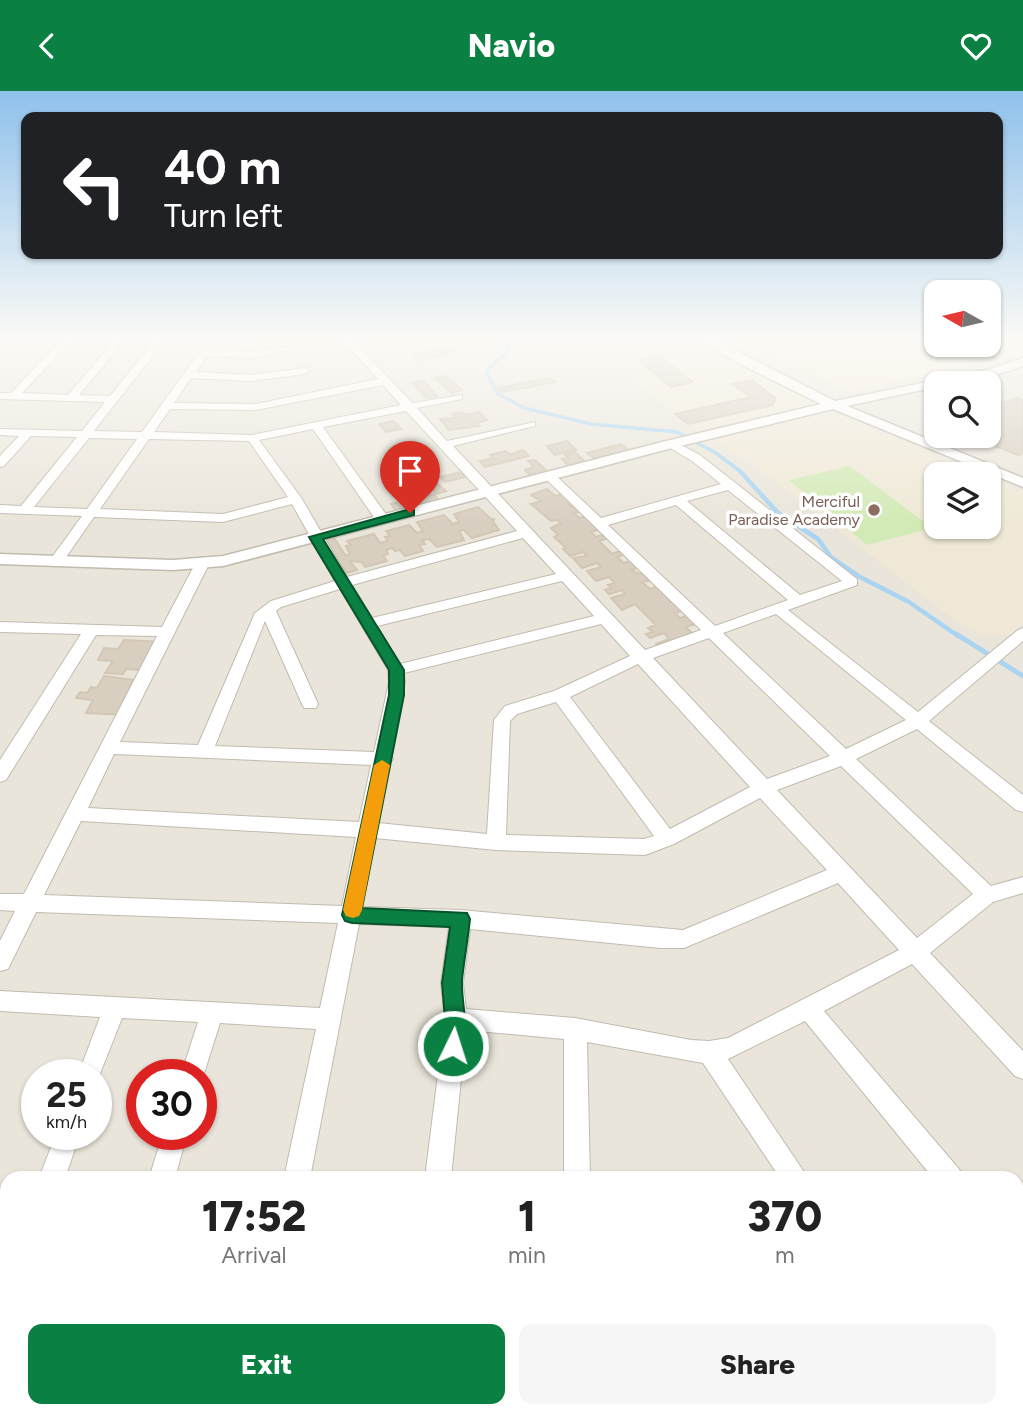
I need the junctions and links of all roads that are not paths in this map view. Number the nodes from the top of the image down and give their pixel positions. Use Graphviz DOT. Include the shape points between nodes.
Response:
graph roads {
  1 [pos="112,402"];
  2 [pos="169,402"];
  3 [pos="268,402"];
  4 [pos="403,402"];
  5 [pos="434,402"];
  6 [pos="827,402"];
  7 [pos="846,402"];
  8 [pos="851,402"];
  9 [pos="834,405"];
  10 [pos="166,406"];
  11 [pos="408,407"];
  12 [pos="531,424"];
  13 [pos="316,425"];
  14 [pos="0,432"];
  15 [pos="29,432"];
  16 [pos="86,434"];
  17 [pos="146,435"];
  18 [pos="252,438"];
  19 [pos="673,444"];
  20 [pos="444,445"];
  21 [pos="0,463"];
  22 [pos="1012,471"];
  23 [pos="550,477"];
  24 [pos="1023,483"];
  25 [pos="730,485"];
  26 [pos="488,493"];
  27 [pos="296,499"];
  28 [pos="678,500"];
  29 [pos="0,509"];
  30 [pos="25,510"];
  31 [pos="89,515"];
  32 [pos="383,520"];
  33 [pos="599,523"];
  34 [pos="526,533"];
  35 [pos="316,537"];
  36 [pos="0,559"];
  37 [pos="57,561"];
  38 [pos="202,564"];
  39 [pos="565,576"];
  40 [pos="342,583"];
  41 [pos="798,601"];
  42 [pos="777,608"];
  43 [pos="268,611"];
  44 [pos="605,618"];
  45 [pos="369,624"];
  46 [pos="6,627"];
  47 [pos="90,630"];
  48 [pos="166,632"];
  49 [pos="711,632"];
  50 [pos="1023,633"];
  51 [pos="0,643"];
  52 [pos="641,657"];
  53 [pos="396,670"];
  54 [pos="560,695"];
  55 [pos="310,704"];
  56 [pos="918,722"];
  57 [pos="108,748"];
  58 [pos="204,751"];
  59 [pos="842,758"];
  60 [pos="384,759"];
  61 [pos="0,775"];
  62 [pos="763,788"];
  63 [pos="1023,805"];
  64 [pos="75,814"];
  65 [pos="369,829"];
  66 [pos="667,839"];
  67 [pos="496,842"];
  68 [pos="841,873"];
  69 [pos="1023,885"];
  70 [pos="987,895"];
  71 [pos="0,902"];
  72 [pos="30,904"];
  73 [pos="352,915"];
  74 [pos="461,919"];
  75 [pos="915,952"];
  76 [pos="0,962"];
  77 [pos="0,1001"];
  78 [pos="807,1006"];
  79 [pos="115,1007"];
  80 [pos="212,1013"];
  81 [pos="330,1019"];
  82 [pos="456,1019"];
  83 [pos="575,1029"];
  84 [pos="709,1052"];
  85 [pos="96,1059"];
  86 [pos="198,1059"];
  87 [pos="1023,1068"];
  88 [pos="62,1150"];
  89 [pos="170,1150"];
  90 [pos="55,1171"];
  91 [pos="164,1171"];
  92 [pos="299,1171"];
  93 [pos="439,1171"];
  94 [pos="577,1171"];
  95 [pos="790,1171"];
  96 [pos="944,1171"];
  1 -- 16 [label="street"];
  2 -- 10 [label="street"];
  3 -- 10 [label="street" via="256,407"];
  4 -- 11 [label="street"];
  5 -- 11 [label="street"];
  6 -- 9 [label="street"];
  7 -- 9 [label="street"];
  8 -- 22 [label="street"];
  9 -- 19 [label="street"];
  9 -- 22 [label="street"];
  10 -- 17 [label="street"];
  11 -- 13 [label="street"];
  11 -- 20 [label="street"];
  12 -- 20 [label="street"];
  13 -- 18 [label="street"];
  13 -- 32 [label="street"];
  14 -- 15 [label="street"];
  15 -- 16 [label="street"];
  15 -- 21 [label="street"];
  16 -- 17 [label="street"];
  16 -- 30 [label="street"];
  17 -- 18 [label="street"];
  17 -- 31 [label="street"];
  18 -- 27 [label="street"];
  19 -- 23 [label="street"];
  19 -- 25 [label="street"];
  20 -- 26 [label="street"];
  22 -- 24 [label="street"];
  23 -- 26 [label="street"];
  23 -- 33 [label="street"];
  25 -- 28 [label="street"];
  25 -- 41 [label="street" via="852,582"];
  26 -- 32 [label="street"];
  26 -- 34 [label="street"];
  27 -- 31 [label="street" via="223,518"];
  27 -- 35 [label="street"];
  28 -- 33 [label="street"];
  28 -- 41 [label="street"];
  29 -- 30 [label="street"];
  30 -- 31 [label="street"];
  31 -- 37 [label="street"];
  32 -- 35 [label="street"];
  33 -- 49 [label="street"];
  34 -- 39 [label="street"];
  34 -- 40 [label="street"];
  35 -- 38 [label="street"];
  35 -- 40 [label="street"];
  36 -- 37 [label="street"];
  37 -- 38 [label="street"];
  38 -- 48 [label="street"];
  39 -- 44 [label="street"];
  39 -- 45 [label="street"];
  40 -- 43 [label="street" via="276,604"];
  40 -- 45 [label="street"];
  41 -- 42 [label="street"];
  42 -- 49 [label="street"];
  42 -- 56 [label="street"];
  43 -- 55 [label="street"];
  43 -- 58 [label="street" via="260,616"];
  44 -- 52 [label="street"];
  44 -- 53 [label="street"];
  45 -- 53 [label="street"];
  46 -- 47 [label="street"];
  46 -- 51 [label="street"];
  47 -- 48 [label="street"];
  47 -- 61 [label="street"];
  48 -- 57 [label="street"];
  49 -- 52 [label="street"];
  49 -- 59 [label="street"];
  50 -- 56 [label="street"];
  52 -- 54 [label="street"];
  52 -- 62 [label="street"];
  53 -- 60 [label="street" via="397,695"];
  54 -- 66 [label="street"];
  54 -- 67 [label="street" via="511,710 502,720"];
  56 -- 59 [label="street"];
  56 -- 63 [label="street"];
  57 -- 58 [label="street"];
  57 -- 64 [label="street"];
  58 -- 60 [label="street"];
  59 -- 62 [label="street"];
  59 -- 70 [label="street"];
  60 -- 65 [label="street"];
  62 -- 66 [label="street"];
  62 -- 68 [label="street"];
  64 -- 65 [label="street"];
  64 -- 72 [label="street"];
  65 -- 67 [label="street"];
  65 -- 73 [label="street"];
  66 -- 67 [label="street" via="645,847"];
  68 -- 74 [label="street" via="684,939"];
  68 -- 75 [label="street"];
  69 -- 70 [label="street"];
  70 -- 75 [label="street"];
  71 -- 72 [label="street"];
  72 -- 73 [label="street"];
  72 -- 76 [label="street"];
  73 -- 74 [label="street"];
  73 -- 81 [label="street"];
  74 -- 82 [label="street" via="452,983"];
  75 -- 78 [label="street"];
  75 -- 87 [label="street"];
  77 -- 79 [label="street"];
  78 -- 84 [label="street" via="731,1048"];
  78 -- 96 [label="street"];
  79 -- 80 [label="street"];
  79 -- 85 [label="street"];
  80 -- 81 [label="street"];
  80 -- 86 [label="street"];
  81 -- 92 [label="street"];
  82 -- 83 [label="street"];
  82 -- 93 [label="street"];
  83 -- 84 [label="street"];
  83 -- 94 [label="street"];
  84 -- 95 [label="street"];
  88 -- 90 [label="street"];
  89 -- 91 [label="street"];
}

===

AIM OF THE EXERCISE:
Would you please copy all lines in the data that contain the word "roads"?

RESULT OF THE EXERCISE:
I need the junctions and links of all roads that are not paths in this map view. Number the nodes from the top of the image down and give their pixel positions. Use Graphviz DOT. Include the shape points between nodes.
graph roads {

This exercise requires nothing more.